From this, it is evident that when processing multiple events, the order in which they occur affects the state of nodes. Thus, how to measure the order of events becomes a core problem in distributed systems. A natural idea is to sort events according to their physical time. In the following sections, we will learn about the principles of physical clocks and, unfortunately, discover that in a distributed system, comparing physical time across multiple nodes to determine the order of events is not precise and can sometimes even lead to errors. Once the order of events is disrupted, the state of the entire distributed cluster becomes corrupted.
If physical time is not feasible, what other method can be used to determine the order of events in a distributed system? The answer is logical clocks.
Surprisingly, although we have repeatedly emphasized that the order of events is particularly important, in distributed systems there may still be cases where the order of occurrence of two events cannot be determined. Such events are called “concurrent events.” To explain event ordering, we also need to understand two mathematical definitions: partial order and total order. In fact, these two mathematical definitions should be deeply rooted in the mind of every distributed systems engineer, and we will encounter their applications in distributed systems again and again in later chapters.
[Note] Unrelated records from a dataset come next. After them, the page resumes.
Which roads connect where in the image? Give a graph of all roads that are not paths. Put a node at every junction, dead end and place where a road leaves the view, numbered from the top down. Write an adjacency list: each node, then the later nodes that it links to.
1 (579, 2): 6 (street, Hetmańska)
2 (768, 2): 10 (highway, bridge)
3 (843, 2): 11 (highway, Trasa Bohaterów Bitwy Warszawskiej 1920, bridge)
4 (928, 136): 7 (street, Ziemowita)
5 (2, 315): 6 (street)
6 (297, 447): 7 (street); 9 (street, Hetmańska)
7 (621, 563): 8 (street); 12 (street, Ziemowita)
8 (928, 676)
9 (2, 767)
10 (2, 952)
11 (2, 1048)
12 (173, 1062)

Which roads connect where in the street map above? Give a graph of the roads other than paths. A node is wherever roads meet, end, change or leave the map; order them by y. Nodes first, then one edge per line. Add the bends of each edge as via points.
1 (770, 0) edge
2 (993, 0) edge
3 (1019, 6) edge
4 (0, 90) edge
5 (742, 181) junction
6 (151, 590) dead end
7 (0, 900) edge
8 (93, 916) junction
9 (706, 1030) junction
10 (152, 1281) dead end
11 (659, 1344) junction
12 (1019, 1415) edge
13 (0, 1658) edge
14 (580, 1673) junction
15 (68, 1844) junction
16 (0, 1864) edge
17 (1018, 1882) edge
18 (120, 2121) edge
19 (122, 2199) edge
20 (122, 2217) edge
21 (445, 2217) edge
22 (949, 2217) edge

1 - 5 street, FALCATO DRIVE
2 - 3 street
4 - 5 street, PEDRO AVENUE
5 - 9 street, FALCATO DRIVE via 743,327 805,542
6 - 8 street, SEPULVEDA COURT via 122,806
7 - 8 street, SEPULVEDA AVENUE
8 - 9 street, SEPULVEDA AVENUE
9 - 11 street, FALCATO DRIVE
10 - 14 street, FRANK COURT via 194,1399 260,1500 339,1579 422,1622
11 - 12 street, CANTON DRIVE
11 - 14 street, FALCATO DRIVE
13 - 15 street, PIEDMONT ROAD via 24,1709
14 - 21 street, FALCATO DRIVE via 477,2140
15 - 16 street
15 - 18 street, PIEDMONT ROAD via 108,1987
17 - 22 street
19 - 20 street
In this chapter, we will discuss the following topics:
How the order in which events occur affects the state of the system;
Why physical time cannot be used to measure the order of events in distributed systems;
The theoretical foundation and computation rules of logical clocks;
Intuitive explanations and definitions of partial order and total order;
Vector clocks, an extension based on logical clocks.
State, Events, and Snapshots
In some crime dramas, we often see scenes like this: police are tracking a suspect who suddenly changes their behavior one day, so the police pull up records to review where the suspect went, who they met, and what they did over the past day, in order to understand what caused the suspect’s change.
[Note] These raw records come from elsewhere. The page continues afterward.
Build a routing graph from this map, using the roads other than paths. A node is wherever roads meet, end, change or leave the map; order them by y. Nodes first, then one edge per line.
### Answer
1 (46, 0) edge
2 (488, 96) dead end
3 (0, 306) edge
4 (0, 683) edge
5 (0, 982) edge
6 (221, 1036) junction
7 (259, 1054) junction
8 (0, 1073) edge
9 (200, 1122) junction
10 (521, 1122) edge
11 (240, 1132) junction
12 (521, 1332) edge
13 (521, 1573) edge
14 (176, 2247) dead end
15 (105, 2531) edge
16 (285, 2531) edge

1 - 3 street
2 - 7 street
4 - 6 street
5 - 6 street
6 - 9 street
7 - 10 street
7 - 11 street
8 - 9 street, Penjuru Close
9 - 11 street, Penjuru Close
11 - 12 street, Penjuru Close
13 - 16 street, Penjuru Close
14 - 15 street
Here, “places visited, people met, and things done” are individual events. If we view the suspect as a system, the suspect from yesterday and the suspect after these events represent the system’s states at different points in time. (From this, we might ponder a philosophical question, as shown below: the “me” of the past, after going through a series of events, becomes the “me” of the present—are these two “me’s” the same “me”?)
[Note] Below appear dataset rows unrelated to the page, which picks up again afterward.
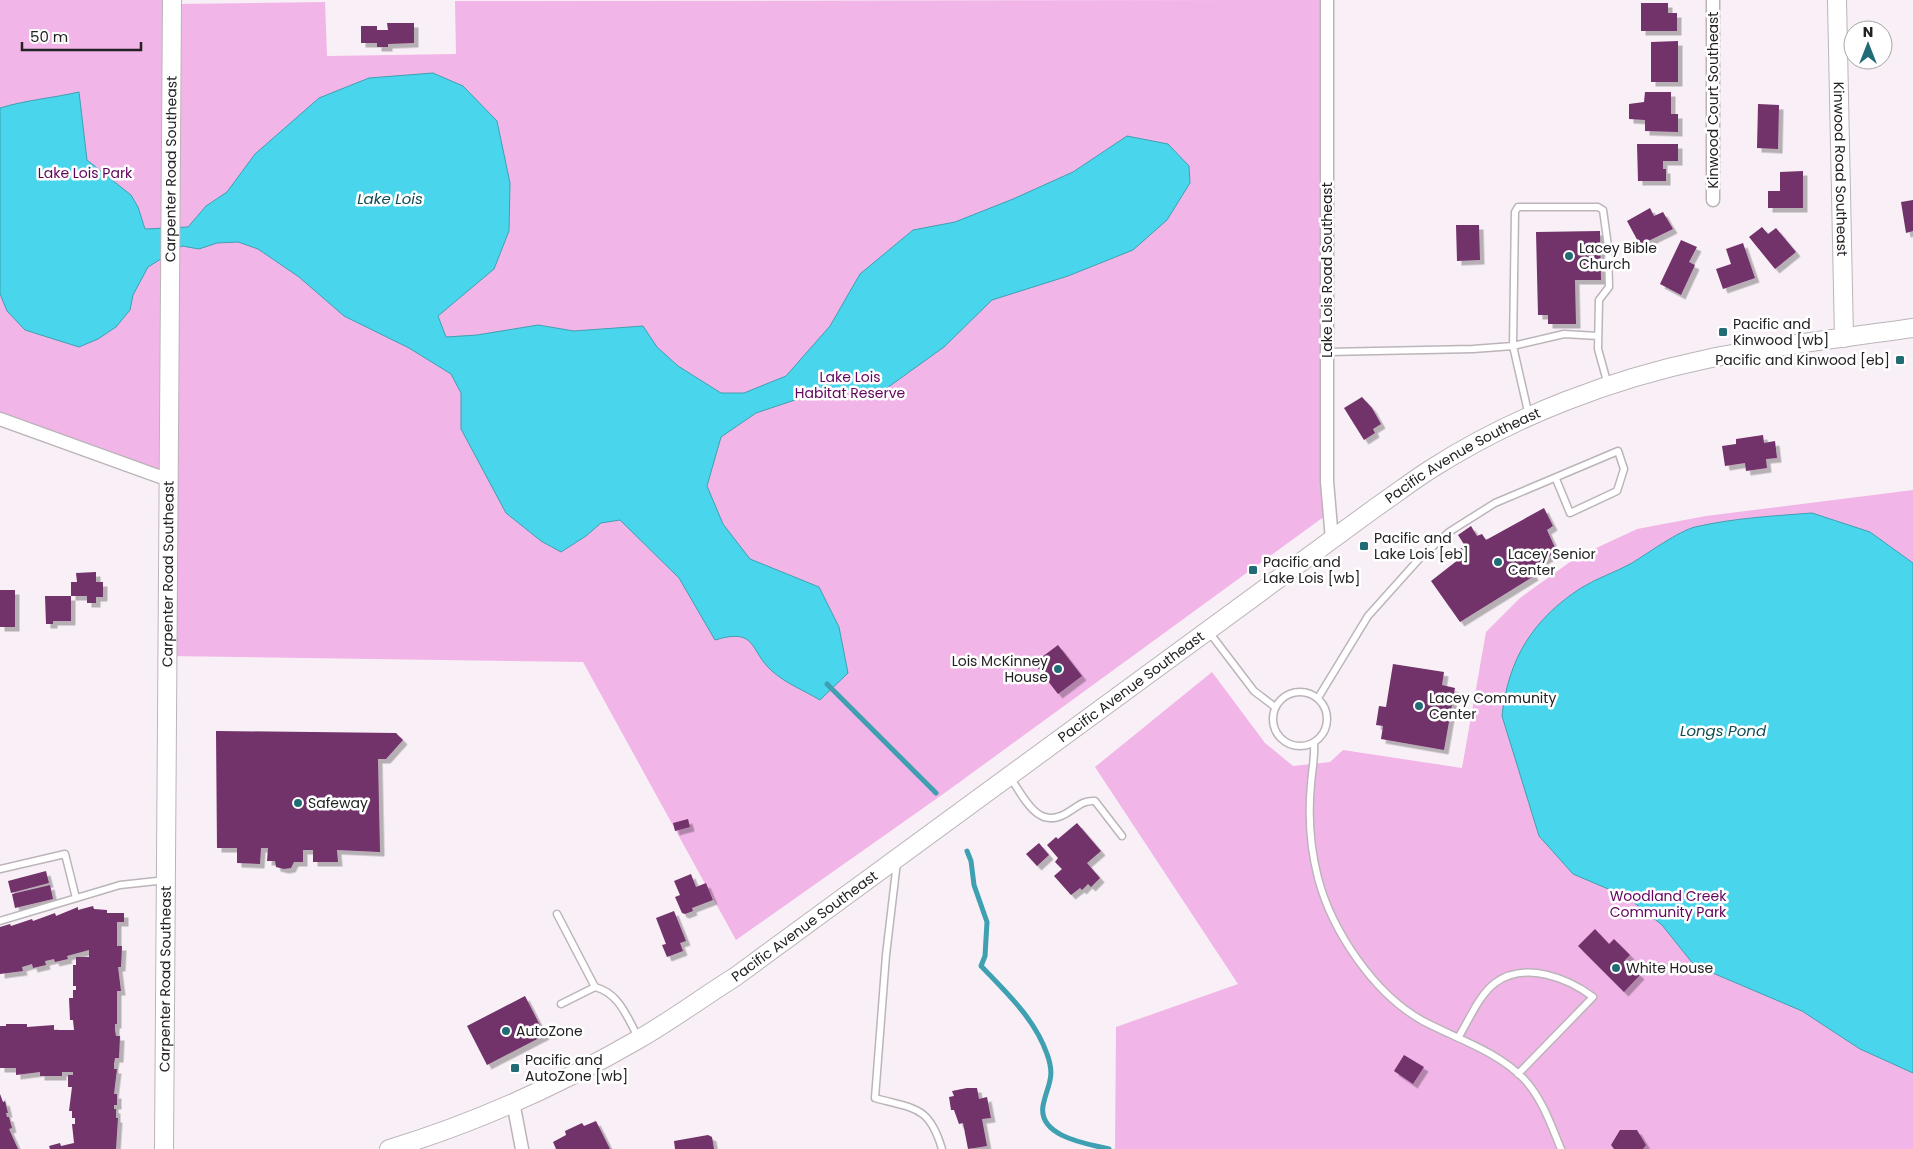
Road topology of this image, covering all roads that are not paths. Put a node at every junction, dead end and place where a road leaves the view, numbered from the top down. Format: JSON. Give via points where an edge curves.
{"nodes":[{"id":1,"x":172,"y":0,"type":"edge"},
{"id":2,"x":1328,"y":0,"type":"edge"},
{"id":3,"x":1713,"y":0,"type":"edge"},
{"id":4,"x":1837,"y":0,"type":"edge"},
{"id":5,"x":1713,"y":200,"type":"dead end"},
{"id":6,"x":1913,"y":328,"type":"edge"},
{"id":7,"x":1598,"y":336,"type":"junction"},
{"id":8,"x":1844,"y":338,"type":"junction"},
{"id":9,"x":1512,"y":346,"type":"junction"},
{"id":10,"x":1327,"y":352,"type":"junction"},
{"id":11,"x":1608,"y":386,"type":"junction"},
{"id":12,"x":1529,"y":417,"type":"junction"},
{"id":13,"x":0,"y":419,"type":"edge"},
{"id":14,"x":1556,"y":479,"type":"junction"},
{"id":15,"x":169,"y":480,"type":"junction"},
{"id":16,"x":1332,"y":540,"type":"junction"},
{"id":17,"x":1208,"y":631,"type":"junction"},
{"id":18,"x":1318,"y":698,"type":"junction"},
{"id":19,"x":1275,"y":707,"type":"junction"},
{"id":20,"x":1314,"y":743,"type":"junction"},
{"id":21,"x":1009,"y":776,"type":"junction"},
{"id":22,"x":1122,"y":836,"type":"dead end"},
{"id":23,"x":897,"y":858,"type":"junction"},
{"id":24,"x":0,"y":870,"type":"edge"},
{"id":25,"x":166,"y":880,"type":"junction"},
{"id":26,"x":76,"y":898,"type":"junction"},
{"id":27,"x":557,"y":914,"type":"dead end"},
{"id":28,"x":0,"y":921,"type":"edge"},
{"id":29,"x":595,"y":987,"type":"junction"},
{"id":30,"x":561,"y":1004,"type":"dead end"},
{"id":31,"x":639,"y":1038,"type":"junction"},
{"id":32,"x":1458,"y":1038,"type":"junction"},
{"id":33,"x":1518,"y":1074,"type":"junction"},
{"id":34,"x":514,"y":1102,"type":"junction"},
{"id":35,"x":164,"y":1149,"type":"edge"},
{"id":36,"x":389,"y":1149,"type":"edge"},
{"id":37,"x":522,"y":1149,"type":"edge"},
{"id":38,"x":942,"y":1149,"type":"edge"},
{"id":39,"x":1561,"y":1149,"type":"edge"}],
"edges":[{"from":1,"to":15,"type":"main road","name":"Carpenter Road Southeast"},
{"from":2,"to":10,"type":"street","name":"Lake Lois Road Southeast"},
{"from":3,"to":5,"type":"street","name":"Kinwood Court Southeast"},
{"from":4,"to":8,"type":"main road","name":"Kinwood Road Southeast"},
{"from":6,"to":8,"type":"main road","name":"Pacific Avenue Southeast"},
{"from":7,"to":9,"type":"lane","via":[[1564,334]]},
{"from":7,"to":9,"type":"lane","via":[[1599,300],[1609,287],[1603,210],[1598,207],[1518,207],[1515,212]]},
{"from":7,"to":11,"type":"lane","via":[[1598,349]]},
{"from":8,"to":11,"type":"main road","name":"Pacific Avenue Southeast","via":[[1708,359]]},
{"from":9,"to":10,"type":"lane"},
{"from":9,"to":12,"type":"lane"},
{"from":10,"to":16,"type":"street","name":"Lake Lois Road Southeast","via":[[1327,482]]},
{"from":11,"to":12,"type":"main road","name":"Pacific Avenue Southeast"},
{"from":12,"to":16,"type":"main road","name":"Pacific Avenue Southeast","via":[[1432,469]]},
{"from":13,"to":15,"type":"street"},
{"from":14,"to":14,"type":"lane","via":[[1618,451],[1624,469],[1617,491],[1570,513]]},
{"from":14,"to":18,"type":"lane","via":[[1495,503],[1449,532],[1420,558],[1368,616]]},
{"from":15,"to":25,"type":"main road","name":"Carpenter Road Southeast"},
{"from":16,"to":17,"type":"main road","name":"Pacific Avenue Southeast"},
{"from":17,"to":19,"type":"lane","via":[[1254,692]]},
{"from":17,"to":21,"type":"main road","name":"Pacific Avenue Southeast"},
{"from":18,"to":19,"type":"lane","via":[[1310,693],[1292,692]]},
{"from":18,"to":20,"type":"lane","via":[[1324,705],[1328,722],[1324,734]]},
{"from":19,"to":20,"type":"lane","via":[[1274,726],[1283,741],[1301,746]]},
{"from":20,"to":32,"type":"lane","via":[[1310,832],[1318,879],[1342,936],[1364,967],[1391,996],[1421,1020]]},
{"from":21,"to":22,"type":"lane","via":[[1041,817],[1057,818],[1082,803],[1095,801]]},
{"from":21,"to":23,"type":"main road","name":"Pacific Avenue Southeast"},
{"from":23,"to":31,"type":"main road","name":"Pacific Avenue Southeast","via":[[735,977]]},
{"from":23,"to":38,"type":"lane","via":[[875,1098],[916,1108],[936,1129]]},
{"from":24,"to":26,"type":"lane","via":[[65,854]]},
{"from":25,"to":26,"type":"lane","via":[[120,885]]},
{"from":25,"to":35,"type":"main road","name":"Carpenter Road Southeast"},
{"from":26,"to":28,"type":"lane"},
{"from":27,"to":29,"type":"lane"},
{"from":29,"to":30,"type":"lane"},
{"from":29,"to":31,"type":"lane","via":[[605,990],[618,1001]]},
{"from":31,"to":34,"type":"main road","name":"Pacific Avenue Southeast"},
{"from":32,"to":33,"type":"lane","via":[[1508,1065]]},
{"from":32,"to":33,"type":"lane","via":[[1484,995],[1496,982],[1508,977],[1526,973],[1560,978],[1576,984],[1593,997]]},
{"from":33,"to":39,"type":"lane","via":[[1535,1093]]},
{"from":34,"to":36,"type":"main road","name":"Pacific Avenue Southeast"},
{"from":34,"to":37,"type":"street"}]}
Let us continue explaining state and events with a simple storage service. As shown below, a storage service initially has state $\{x = 1\}$. After sequentially executing commands $set\ x = 2$ and $set\ x = 3$, the new state becomes $\{x = 3\}$. Here, the execution order of these two commands is particularly important; if the order of these two events is reversed, the resulting state becomes $\{x = 2\}$.
From the examples above, we can also see that we have not mentioned the physical time of event execution, but rather focus more on the order of event execution. The reason for focusing on the relative order between events rather than physical time is that there is no globally unified physical time in a distributed system. If we view the system as a large state machine, events are the operations that change the state of this state machine. In a state machine, as long as we can guarantee that events are executed in the same order every time, we can ensure that the system always reaches the same state.
Executing the same events in the same order produces the same result—this is the core idea of state machine replication [1]:
If two different processes start from the same initial state and process input data in the same order, they will produce the same output.
Note : After discussing logical clocks, we will see that the execution order of events is, in a sense, logical time.
On the other hand, the instantaneous state of this storage at different points in time is called a snapshot at that point in time. For example, taking a photograph on a busy street captures a snapshot of that street at that exact moment. In...